Weyler y Jordana examinan el frente desde un puesto de mando.

La rápida derrota española

España acudió a la guerra sin ninguna alianza internacional y sin una preparación adecuada, y pronto quedó demostrada su inferioridad naval frente a la moderna flota estadounidense.

La guerra tuvo dos frentes: Cuba, en el Caribe, y Filipinas, en el sudeste asiático. Respecto a Filipinas, desde 1871 existían movimientos nacionalistas que propugnaban la independencia del archipiélago. La insurrección de 1896 fue pronto dominada, pero al estallar la guerra entre España y los Estados Unidos, la flota norteamericana del Pacífico se presentó ante las Filipinas y destruyó la escuadra española en Cavite (finales de abril de 1898).

Sin tener en cuenta este trágico aviso, el gobierno ordenó a la flota que se encontraba en las islas Cabo Verde, al mando del almirante Cervera, que se dirigiera a Puerto Rico. Al llegar al Caribe, la flota se dirigió para repostar a Santiago de Cuba (mayo de 1898). En Santiago sufrió la escuadra española una derrota definitiva frente a los barcos estadounidenses, blindados y con cañones de mayor alcance.

El balance de la batalla fue la pérdida total de los barcos y 253 muertos. España tuvo que aceptar la mediación ofrecida por Francia y pedir la paz. Por la paz de París (10 de diciembre de 1898), España renunció a la soberanía de Cuba, Puerto Rico, Filipinas y la isla de Guam. Era el fin definitivo del imperio colonial español.
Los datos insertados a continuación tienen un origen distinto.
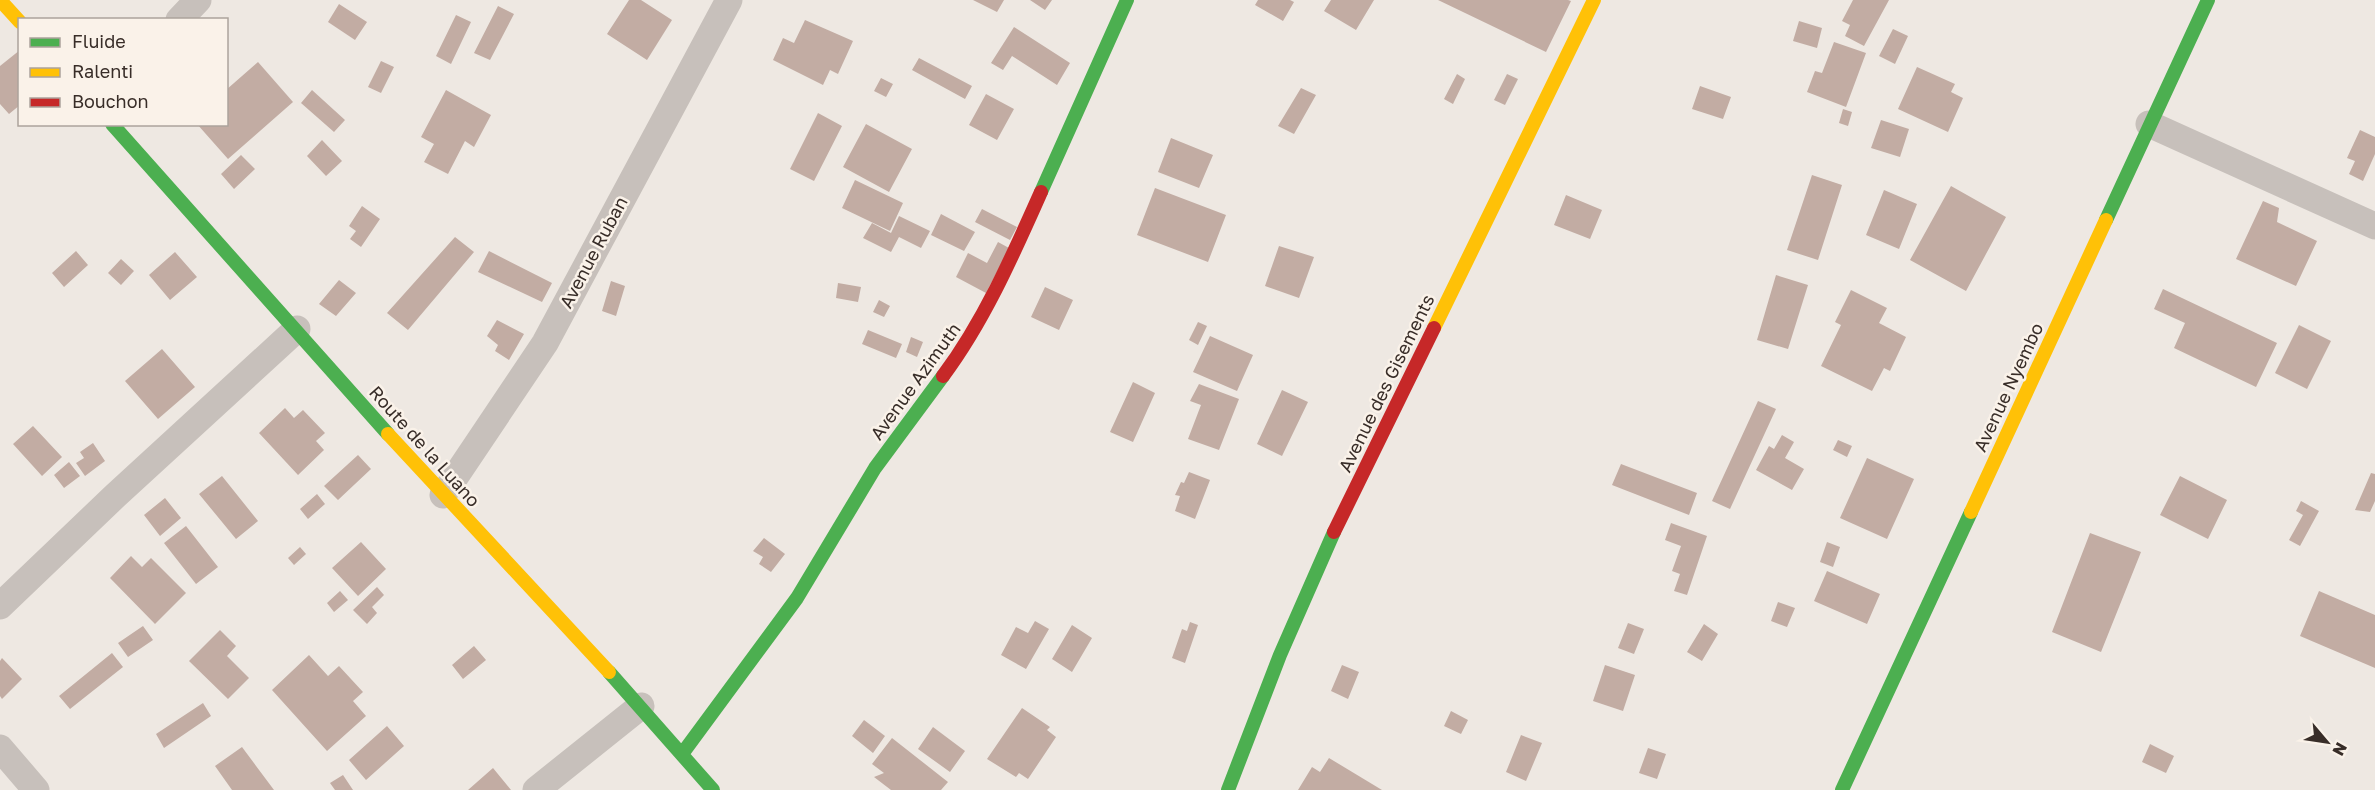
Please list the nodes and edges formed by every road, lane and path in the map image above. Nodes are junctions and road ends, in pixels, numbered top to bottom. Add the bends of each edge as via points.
1 (0, 0) edge
2 (198, 0) edge
3 (729, 0) edge
4 (1127, 0) edge
5 (1594, 0) edge
6 (2208, 0) edge
7 (180, 18) edge
8 (18, 20) edge
9 (2149, 124) junction
10 (114, 126) edge
11 (2375, 226) edge
12 (297, 329) junction
13 (443, 495) junction
14 (0, 606) edge
15 (641, 706) junction
16 (0, 748) edge
17 (682, 754) junction
18 (36, 790) edge
19 (536, 790) edge
20 (713, 790) edge
21 (1228, 790) edge
22 (1842, 790) edge

1 - 8 street
2 - 7 street
3 - 13 street, Avenue Ruban via 545,343
4 - 17 street, Avenue Azimuth via 1023,233 966,346 875,468 797,598
5 - 21 street, Avenue des Gisements via 1312,579
6 - 9 street, Avenue Nyembo
9 - 11 street
9 - 22 street, Avenue Nyembo
10 - 12 street, Route de la Luano
12 - 13 street, Route de la Luano
12 - 14 street
13 - 15 street, Route de la Luano
15 - 17 street, Route de la Luano
15 - 19 street
16 - 18 street
17 - 20 street, Route de la Luano

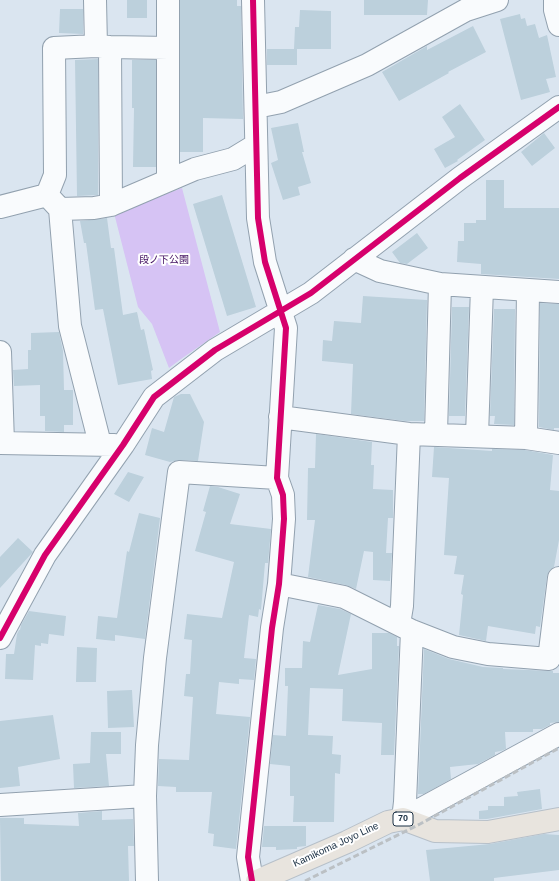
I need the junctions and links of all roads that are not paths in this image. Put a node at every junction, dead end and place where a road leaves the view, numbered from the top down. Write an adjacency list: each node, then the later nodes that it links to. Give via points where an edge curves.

Consecuencias de la guerra

Tras la derrota española, Estados Unidos concedió la independencia a Cuba en 1902, pero gracias a la enmienda Platt (1901) el país norteamericano lograba una gran influencia sobre la isla (así como la base de Guantánamo, la cual hoy todavía retiene). Filipinas obtuvo su independencia en 1946 y Puerto Rico y Guam siguen bajo dominio estadounidense hoy en día, el primero bajo la fórmula de estado libre asociado y el segundo como territorio no incorporado a la Unión.

España, por su parte, salió muy malparada tanto en términos políticos como económicos (pérdida de los mercados de ultramar) y sociales (huelgas, desordenes públicos, etc.) y cobró fuerza la idea de regenerar el país y alejarlo de todos los males que habían acarreado la derrota y la pérdida de las colonias (surge la idea de regeneracionismo de Joaquín Costa, la generación del 98, etc.).